In a pickle, really need advice...
Please no lectures...I am 35 year old woman with 2 kids already, in a commited relationship. This is my 2nd cycle of bcp, tracking thru FAM (and he is not 100% supportive, he wanted me to stay on the pill for worry free, no pregnancy scare sex). He hates condoms hates the diaphragm I spent over 100$ getting. Our main method was pull out and spermicide during somewhat fertile time. And i was planning on be closer to ovulation so he can continue being satisfied w/O worry of me getting pregnant
I have not ovulated yet, but my CM is telling it may be within a couple days or so.

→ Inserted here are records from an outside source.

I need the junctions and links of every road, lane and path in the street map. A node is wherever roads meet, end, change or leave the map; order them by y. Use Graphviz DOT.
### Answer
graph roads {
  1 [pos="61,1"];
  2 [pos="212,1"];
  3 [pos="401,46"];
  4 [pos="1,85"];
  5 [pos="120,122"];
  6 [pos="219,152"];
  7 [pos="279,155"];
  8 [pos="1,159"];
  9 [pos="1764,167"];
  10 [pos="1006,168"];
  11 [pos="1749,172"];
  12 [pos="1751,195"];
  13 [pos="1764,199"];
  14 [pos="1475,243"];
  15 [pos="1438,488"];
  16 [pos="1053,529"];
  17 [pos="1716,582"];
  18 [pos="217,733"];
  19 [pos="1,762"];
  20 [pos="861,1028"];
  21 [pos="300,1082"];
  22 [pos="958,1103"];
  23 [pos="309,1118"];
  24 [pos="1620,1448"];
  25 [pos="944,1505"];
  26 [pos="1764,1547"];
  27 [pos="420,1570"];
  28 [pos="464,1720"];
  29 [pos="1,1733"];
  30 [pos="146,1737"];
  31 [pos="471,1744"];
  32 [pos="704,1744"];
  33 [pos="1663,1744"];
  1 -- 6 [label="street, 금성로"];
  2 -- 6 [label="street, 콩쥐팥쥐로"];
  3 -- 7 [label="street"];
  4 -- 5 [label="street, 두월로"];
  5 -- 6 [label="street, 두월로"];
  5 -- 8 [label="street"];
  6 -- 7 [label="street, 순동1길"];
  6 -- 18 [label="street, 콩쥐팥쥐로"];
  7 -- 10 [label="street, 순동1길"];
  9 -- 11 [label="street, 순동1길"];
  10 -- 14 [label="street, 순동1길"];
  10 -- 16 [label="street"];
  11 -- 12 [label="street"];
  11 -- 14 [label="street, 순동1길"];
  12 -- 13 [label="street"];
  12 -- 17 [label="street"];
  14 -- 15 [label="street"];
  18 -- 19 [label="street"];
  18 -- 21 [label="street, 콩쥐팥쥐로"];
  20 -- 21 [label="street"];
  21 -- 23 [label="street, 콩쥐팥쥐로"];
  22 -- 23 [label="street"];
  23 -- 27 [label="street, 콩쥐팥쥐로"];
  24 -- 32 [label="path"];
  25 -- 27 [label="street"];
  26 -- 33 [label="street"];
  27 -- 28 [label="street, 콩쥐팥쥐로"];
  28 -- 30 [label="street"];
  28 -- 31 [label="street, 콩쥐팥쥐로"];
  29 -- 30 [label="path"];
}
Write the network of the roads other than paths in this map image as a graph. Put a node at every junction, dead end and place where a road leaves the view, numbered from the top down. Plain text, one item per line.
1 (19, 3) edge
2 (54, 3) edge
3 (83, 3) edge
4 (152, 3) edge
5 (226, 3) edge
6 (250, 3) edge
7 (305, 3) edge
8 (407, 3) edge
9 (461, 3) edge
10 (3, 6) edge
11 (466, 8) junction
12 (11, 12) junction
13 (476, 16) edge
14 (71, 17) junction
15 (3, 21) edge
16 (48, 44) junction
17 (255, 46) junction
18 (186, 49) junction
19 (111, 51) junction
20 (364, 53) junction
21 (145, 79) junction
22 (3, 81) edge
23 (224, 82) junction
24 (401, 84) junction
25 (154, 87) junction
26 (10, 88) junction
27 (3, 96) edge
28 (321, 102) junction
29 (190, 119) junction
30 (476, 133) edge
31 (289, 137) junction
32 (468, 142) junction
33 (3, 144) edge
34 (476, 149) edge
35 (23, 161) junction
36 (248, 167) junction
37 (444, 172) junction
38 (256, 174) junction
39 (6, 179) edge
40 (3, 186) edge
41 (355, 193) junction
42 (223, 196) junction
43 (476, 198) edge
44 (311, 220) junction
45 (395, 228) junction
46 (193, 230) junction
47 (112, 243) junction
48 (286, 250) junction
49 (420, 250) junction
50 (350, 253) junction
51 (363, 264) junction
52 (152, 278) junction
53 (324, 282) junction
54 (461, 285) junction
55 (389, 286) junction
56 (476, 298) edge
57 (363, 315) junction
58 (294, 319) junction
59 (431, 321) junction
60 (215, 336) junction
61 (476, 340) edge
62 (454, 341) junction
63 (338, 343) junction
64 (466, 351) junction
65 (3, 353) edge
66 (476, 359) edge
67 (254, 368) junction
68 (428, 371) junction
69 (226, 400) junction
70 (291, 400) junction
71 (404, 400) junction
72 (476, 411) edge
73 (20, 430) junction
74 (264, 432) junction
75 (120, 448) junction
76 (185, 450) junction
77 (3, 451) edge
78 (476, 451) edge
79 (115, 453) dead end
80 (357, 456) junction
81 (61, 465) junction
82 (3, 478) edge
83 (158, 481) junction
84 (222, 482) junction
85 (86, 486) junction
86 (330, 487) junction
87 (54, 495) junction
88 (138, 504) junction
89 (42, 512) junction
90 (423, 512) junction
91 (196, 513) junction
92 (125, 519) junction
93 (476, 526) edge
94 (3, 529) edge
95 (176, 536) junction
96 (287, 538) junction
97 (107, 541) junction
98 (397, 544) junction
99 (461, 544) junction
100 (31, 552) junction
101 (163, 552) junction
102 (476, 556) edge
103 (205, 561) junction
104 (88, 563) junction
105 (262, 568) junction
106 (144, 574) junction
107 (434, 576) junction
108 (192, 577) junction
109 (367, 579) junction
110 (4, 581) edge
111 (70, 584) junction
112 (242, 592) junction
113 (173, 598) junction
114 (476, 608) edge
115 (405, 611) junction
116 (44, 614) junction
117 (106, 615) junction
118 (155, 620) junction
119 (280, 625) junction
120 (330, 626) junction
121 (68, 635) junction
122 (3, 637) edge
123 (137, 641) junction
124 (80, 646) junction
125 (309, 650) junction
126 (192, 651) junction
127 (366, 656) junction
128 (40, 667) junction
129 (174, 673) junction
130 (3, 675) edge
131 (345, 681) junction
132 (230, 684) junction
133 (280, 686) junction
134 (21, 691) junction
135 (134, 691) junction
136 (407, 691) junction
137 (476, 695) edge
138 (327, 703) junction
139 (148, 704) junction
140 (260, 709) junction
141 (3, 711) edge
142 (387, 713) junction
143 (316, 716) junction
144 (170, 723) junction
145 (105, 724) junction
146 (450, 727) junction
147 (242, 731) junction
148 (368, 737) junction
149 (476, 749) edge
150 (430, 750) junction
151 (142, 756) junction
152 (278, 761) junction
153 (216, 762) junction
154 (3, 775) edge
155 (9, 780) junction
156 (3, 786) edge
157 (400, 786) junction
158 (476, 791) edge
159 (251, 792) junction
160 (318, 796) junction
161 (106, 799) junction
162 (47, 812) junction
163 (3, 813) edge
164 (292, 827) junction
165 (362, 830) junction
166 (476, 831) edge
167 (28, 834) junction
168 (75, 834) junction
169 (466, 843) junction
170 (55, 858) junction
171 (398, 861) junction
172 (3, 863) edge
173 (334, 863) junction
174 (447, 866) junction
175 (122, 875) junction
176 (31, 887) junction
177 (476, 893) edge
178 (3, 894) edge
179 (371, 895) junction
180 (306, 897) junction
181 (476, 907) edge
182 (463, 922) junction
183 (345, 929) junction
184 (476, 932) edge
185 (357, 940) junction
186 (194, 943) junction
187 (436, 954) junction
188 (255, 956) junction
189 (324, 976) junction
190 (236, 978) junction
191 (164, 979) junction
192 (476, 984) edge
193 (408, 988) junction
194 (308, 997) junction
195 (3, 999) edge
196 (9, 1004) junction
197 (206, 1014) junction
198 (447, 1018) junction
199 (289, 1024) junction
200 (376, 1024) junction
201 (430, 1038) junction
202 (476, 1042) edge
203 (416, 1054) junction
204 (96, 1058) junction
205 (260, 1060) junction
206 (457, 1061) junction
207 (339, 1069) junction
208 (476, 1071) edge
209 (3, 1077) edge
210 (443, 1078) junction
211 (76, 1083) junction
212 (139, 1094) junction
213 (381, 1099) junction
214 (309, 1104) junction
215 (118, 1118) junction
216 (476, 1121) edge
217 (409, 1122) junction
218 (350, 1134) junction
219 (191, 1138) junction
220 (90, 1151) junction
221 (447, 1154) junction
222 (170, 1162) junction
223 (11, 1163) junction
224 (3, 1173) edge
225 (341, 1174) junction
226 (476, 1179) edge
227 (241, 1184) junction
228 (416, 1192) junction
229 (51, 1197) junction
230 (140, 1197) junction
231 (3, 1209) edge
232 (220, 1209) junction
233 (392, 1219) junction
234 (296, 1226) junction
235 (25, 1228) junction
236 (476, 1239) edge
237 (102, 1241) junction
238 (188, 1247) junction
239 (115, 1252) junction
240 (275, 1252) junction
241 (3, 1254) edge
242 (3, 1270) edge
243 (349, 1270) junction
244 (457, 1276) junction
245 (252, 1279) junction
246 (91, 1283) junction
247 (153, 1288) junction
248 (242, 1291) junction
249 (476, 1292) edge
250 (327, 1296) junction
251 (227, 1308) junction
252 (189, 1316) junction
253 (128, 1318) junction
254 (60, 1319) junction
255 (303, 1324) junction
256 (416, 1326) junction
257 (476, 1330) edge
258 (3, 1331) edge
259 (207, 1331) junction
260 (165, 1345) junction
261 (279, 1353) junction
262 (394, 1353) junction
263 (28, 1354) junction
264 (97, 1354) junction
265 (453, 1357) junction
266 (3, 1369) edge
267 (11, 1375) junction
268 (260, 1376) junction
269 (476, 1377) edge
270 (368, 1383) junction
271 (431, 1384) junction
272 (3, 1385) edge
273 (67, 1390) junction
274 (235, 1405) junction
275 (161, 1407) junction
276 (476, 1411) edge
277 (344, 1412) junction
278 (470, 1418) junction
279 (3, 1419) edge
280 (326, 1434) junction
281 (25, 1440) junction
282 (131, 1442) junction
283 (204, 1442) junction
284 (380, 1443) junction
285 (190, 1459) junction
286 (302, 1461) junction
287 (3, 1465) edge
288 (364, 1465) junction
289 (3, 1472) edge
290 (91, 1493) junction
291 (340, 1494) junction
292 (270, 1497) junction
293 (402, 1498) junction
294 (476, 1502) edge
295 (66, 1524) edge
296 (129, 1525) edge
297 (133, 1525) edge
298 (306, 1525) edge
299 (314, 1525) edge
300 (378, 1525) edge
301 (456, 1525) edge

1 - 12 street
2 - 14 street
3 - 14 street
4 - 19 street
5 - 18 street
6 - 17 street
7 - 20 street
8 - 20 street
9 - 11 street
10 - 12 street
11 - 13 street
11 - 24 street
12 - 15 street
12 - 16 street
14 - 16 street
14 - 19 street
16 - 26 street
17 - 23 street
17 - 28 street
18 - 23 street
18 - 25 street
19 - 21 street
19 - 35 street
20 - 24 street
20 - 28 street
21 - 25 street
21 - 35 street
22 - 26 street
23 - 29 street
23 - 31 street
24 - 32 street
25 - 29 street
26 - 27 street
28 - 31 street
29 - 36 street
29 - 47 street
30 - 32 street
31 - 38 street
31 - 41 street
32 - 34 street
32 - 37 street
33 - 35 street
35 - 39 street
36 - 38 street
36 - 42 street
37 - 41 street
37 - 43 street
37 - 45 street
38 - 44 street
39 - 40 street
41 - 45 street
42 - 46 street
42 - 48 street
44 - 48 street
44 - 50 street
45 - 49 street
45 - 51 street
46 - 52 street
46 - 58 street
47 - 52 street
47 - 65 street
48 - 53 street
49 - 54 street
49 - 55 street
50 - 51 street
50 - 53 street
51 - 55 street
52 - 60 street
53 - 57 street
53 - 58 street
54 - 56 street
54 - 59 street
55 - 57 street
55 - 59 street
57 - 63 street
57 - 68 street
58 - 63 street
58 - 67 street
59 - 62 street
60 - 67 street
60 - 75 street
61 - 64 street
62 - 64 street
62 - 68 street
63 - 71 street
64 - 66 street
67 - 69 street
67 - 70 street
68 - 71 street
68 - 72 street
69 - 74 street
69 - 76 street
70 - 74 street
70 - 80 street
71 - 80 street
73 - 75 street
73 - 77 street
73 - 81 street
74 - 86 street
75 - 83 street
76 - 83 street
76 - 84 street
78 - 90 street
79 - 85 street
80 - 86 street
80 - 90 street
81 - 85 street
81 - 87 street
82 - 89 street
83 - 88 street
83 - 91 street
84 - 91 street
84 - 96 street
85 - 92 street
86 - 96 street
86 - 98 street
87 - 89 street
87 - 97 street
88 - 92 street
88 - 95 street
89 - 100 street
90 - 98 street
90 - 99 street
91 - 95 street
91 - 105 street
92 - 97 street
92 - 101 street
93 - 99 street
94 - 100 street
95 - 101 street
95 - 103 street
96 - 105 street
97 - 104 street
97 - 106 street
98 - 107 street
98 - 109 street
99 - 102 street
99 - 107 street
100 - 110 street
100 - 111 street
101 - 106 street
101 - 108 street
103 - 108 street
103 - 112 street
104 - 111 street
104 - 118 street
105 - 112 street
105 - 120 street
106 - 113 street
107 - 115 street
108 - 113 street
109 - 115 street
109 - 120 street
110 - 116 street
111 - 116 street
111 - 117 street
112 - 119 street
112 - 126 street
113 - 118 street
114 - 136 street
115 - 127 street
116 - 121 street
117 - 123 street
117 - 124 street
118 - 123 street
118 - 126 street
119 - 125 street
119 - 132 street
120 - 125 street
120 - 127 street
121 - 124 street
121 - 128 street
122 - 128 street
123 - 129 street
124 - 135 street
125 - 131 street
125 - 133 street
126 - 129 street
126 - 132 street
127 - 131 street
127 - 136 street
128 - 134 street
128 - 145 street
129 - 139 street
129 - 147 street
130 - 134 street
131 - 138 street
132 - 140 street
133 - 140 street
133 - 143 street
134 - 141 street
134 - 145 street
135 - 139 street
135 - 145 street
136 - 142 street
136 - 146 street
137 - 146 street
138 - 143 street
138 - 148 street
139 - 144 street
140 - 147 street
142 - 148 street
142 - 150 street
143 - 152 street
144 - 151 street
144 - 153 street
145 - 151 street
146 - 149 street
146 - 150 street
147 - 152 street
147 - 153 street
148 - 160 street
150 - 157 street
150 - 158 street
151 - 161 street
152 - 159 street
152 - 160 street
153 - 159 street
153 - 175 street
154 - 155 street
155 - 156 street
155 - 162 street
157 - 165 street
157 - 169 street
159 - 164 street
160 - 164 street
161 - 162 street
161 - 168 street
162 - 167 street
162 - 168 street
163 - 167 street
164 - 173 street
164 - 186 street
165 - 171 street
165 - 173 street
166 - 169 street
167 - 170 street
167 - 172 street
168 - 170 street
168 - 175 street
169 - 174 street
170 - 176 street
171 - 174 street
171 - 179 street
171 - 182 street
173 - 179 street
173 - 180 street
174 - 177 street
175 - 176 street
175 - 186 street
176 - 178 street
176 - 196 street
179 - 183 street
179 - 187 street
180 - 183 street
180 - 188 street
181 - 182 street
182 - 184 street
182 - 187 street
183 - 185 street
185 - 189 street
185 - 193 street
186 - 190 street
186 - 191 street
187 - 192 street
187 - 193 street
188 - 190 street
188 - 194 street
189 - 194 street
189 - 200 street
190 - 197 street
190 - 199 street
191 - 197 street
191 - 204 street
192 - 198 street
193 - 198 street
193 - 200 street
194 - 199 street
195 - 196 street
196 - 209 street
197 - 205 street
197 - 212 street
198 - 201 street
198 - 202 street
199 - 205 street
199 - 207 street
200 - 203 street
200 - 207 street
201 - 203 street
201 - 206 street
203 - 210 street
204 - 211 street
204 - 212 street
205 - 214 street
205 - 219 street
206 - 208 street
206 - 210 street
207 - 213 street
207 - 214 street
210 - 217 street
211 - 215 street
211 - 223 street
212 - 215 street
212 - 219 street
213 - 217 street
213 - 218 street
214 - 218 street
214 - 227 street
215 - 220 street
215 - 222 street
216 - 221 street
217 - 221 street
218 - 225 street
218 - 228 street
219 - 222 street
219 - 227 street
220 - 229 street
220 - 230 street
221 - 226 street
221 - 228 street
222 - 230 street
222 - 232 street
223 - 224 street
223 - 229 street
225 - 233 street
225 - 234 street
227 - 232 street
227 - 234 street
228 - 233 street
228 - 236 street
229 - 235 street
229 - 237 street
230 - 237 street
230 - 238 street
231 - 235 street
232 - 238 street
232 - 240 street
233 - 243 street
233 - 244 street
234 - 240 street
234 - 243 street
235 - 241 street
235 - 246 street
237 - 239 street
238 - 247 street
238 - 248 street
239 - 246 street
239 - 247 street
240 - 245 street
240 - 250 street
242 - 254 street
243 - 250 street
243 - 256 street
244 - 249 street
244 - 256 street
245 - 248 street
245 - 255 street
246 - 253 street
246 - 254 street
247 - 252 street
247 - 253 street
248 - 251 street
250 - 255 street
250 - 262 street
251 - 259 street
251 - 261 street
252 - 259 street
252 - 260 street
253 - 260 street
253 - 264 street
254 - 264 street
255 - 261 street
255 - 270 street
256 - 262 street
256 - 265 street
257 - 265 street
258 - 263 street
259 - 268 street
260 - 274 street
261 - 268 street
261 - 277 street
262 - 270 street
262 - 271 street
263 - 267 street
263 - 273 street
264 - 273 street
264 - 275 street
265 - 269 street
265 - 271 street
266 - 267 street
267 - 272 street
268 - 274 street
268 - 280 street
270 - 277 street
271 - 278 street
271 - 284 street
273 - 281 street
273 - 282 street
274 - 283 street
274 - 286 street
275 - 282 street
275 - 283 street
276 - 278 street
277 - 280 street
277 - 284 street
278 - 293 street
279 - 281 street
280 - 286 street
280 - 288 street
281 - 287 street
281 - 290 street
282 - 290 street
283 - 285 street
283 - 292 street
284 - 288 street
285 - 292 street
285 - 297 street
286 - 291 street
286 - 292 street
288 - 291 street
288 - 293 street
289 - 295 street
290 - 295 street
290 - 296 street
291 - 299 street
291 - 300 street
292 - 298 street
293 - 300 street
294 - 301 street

I just woke him up to give him a be (haven't had sex in couple days) and that is all it was supposed to be. He pulled me up and then we did the deed.
We both knew I stopped the pill because I am done with all the synthetic hormones, so we both went into it knowing that it was not safe. I do not want to take plan b. He may want me to, I am not sure if I should just leave it, or let him choose whether or not I should put that crap in my body.
Like I said, please nonlecture, I don't need it. If I do end up pregnant, the baby will be fully welcomed and loved, but really now is not the time we wanted. And plus he may get mad and at be upset, but like I keep saying he knew and if he was that hung up he could have and should have put on a condom or pushed me back down to continue with the original plan of bj.
Told him before I let him go inside, that we should really use something and all he said was stop talking.